--- Supplied data ---
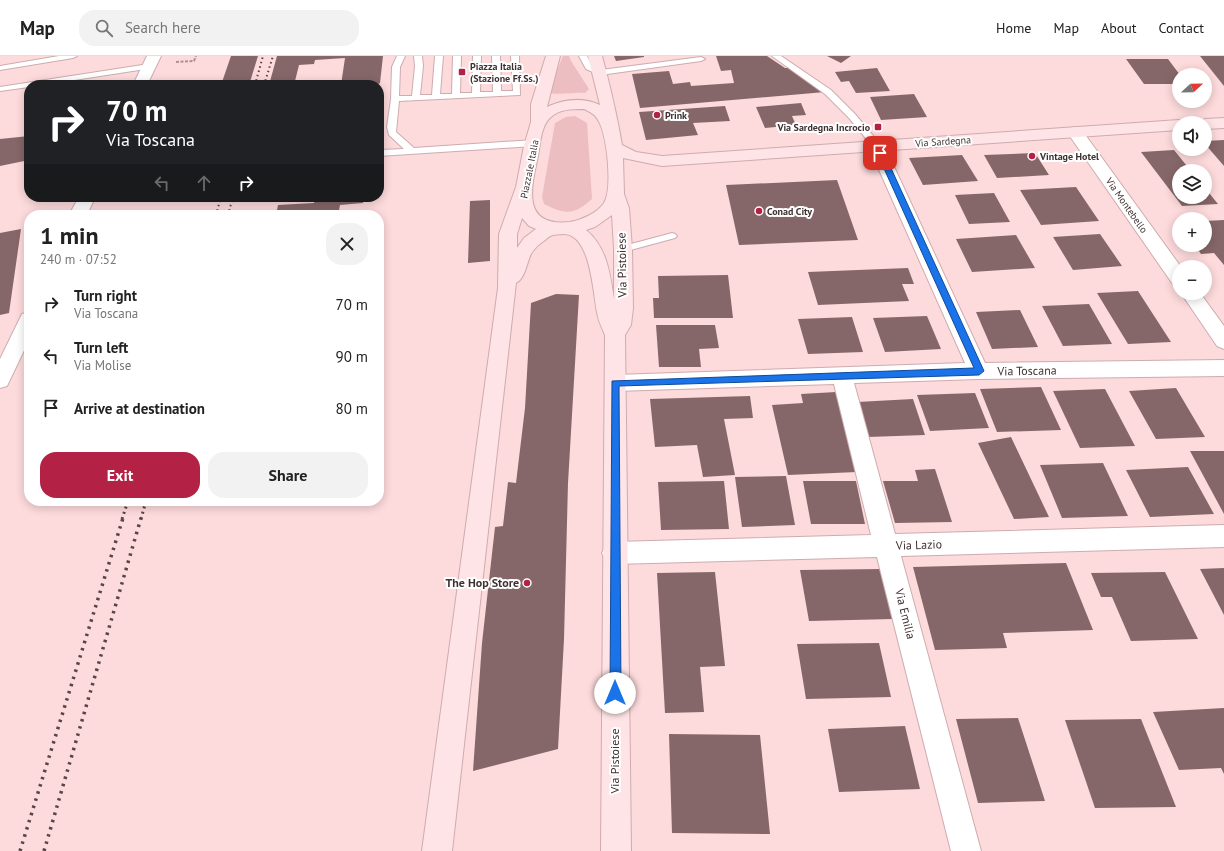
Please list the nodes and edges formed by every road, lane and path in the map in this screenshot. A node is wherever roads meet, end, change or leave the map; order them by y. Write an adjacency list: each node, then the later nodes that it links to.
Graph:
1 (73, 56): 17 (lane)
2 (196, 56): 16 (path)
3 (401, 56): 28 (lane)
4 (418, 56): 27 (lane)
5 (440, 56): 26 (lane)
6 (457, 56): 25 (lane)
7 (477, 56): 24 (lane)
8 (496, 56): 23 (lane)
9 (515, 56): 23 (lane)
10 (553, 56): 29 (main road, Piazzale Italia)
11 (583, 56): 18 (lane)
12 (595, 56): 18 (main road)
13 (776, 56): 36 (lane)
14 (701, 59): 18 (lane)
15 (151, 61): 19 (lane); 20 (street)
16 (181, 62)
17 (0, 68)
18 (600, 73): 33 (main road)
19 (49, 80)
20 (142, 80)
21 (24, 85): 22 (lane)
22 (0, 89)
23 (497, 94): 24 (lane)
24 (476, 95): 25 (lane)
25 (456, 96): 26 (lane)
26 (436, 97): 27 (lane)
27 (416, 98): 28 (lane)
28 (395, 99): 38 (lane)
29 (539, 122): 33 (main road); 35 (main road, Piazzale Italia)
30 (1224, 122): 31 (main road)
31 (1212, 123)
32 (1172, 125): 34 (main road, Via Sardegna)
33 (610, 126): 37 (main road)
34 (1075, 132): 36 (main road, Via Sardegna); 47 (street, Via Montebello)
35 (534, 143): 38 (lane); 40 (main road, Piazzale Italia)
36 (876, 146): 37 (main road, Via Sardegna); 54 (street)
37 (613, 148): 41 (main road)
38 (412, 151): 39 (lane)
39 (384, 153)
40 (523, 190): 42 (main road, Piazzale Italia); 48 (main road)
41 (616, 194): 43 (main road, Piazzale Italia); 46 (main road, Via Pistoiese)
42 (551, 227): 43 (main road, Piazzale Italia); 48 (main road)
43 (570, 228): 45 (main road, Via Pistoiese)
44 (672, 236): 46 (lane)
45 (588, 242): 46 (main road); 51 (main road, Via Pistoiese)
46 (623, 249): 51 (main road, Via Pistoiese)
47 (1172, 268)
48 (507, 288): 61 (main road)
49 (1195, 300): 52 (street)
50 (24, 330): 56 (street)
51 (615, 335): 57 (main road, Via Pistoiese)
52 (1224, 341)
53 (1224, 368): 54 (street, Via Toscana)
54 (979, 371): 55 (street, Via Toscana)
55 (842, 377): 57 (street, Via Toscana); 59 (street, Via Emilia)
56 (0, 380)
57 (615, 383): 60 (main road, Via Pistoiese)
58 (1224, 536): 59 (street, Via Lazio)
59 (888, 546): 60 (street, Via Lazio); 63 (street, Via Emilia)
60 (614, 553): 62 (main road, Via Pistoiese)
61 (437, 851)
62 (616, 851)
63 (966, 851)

--- What you should do ---
Please output the records above exactly, without the pictures.

--- Response ---
Please list the nodes and edges formed by every road, lane and path in the map in this screenshot. A node is wherever roads meet, end, change or leave the map; order them by y. Write an adjacency list: each node, then the later nodes that it links to.
Graph:
1 (73, 56): 17 (lane)
2 (196, 56): 16 (path)
3 (401, 56): 28 (lane)
4 (418, 56): 27 (lane)
5 (440, 56): 26 (lane)
6 (457, 56): 25 (lane)
7 (477, 56): 24 (lane)
8 (496, 56): 23 (lane)
9 (515, 56): 23 (lane)
10 (553, 56): 29 (main road, Piazzale Italia)
11 (583, 56): 18 (lane)
12 (595, 56): 18 (main road)
13 (776, 56): 36 (lane)
14 (701, 59): 18 (lane)
15 (151, 61): 19 (lane); 20 (street)
16 (181, 62)
17 (0, 68)
18 (600, 73): 33 (main road)
19 (49, 80)
20 (142, 80)
21 (24, 85): 22 (lane)
22 (0, 89)
23 (497, 94): 24 (lane)
24 (476, 95): 25 (lane)
25 (456, 96): 26 (lane)
26 (436, 97): 27 (lane)
27 (416, 98): 28 (lane)
28 (395, 99): 38 (lane)
29 (539, 122): 33 (main road); 35 (main road, Piazzale Italia)
30 (1224, 122): 31 (main road)
31 (1212, 123)
32 (1172, 125): 34 (main road, Via Sardegna)
33 (610, 126): 37 (main road)
34 (1075, 132): 36 (main road, Via Sardegna); 47 (street, Via Montebello)
35 (534, 143): 38 (lane); 40 (main road, Piazzale Italia)
36 (876, 146): 37 (main road, Via Sardegna); 54 (street)
37 (613, 148): 41 (main road)
38 (412, 151): 39 (lane)
39 (384, 153)
40 (523, 190): 42 (main road, Piazzale Italia); 48 (main road)
41 (616, 194): 43 (main road, Piazzale Italia); 46 (main road, Via Pistoiese)
42 (551, 227): 43 (main road, Piazzale Italia); 48 (main road)
43 (570, 228): 45 (main road, Via Pistoiese)
44 (672, 236): 46 (lane)
45 (588, 242): 46 (main road); 51 (main road, Via Pistoiese)
46 (623, 249): 51 (main road, Via Pistoiese)
47 (1172, 268)
48 (507, 288): 61 (main road)
49 (1195, 300): 52 (street)
50 (24, 330): 56 (street)
51 (615, 335): 57 (main road, Via Pistoiese)
52 (1224, 341)
53 (1224, 368): 54 (street, Via Toscana)
54 (979, 371): 55 (street, Via Toscana)
55 (842, 377): 57 (street, Via Toscana); 59 (street, Via Emilia)
56 (0, 380)
57 (615, 383): 60 (main road, Via Pistoiese)
58 (1224, 536): 59 (street, Via Lazio)
59 (888, 546): 60 (street, Via Lazio); 63 (street, Via Emilia)
60 (614, 553): 62 (main road, Via Pistoiese)
61 (437, 851)
62 (616, 851)
63 (966, 851)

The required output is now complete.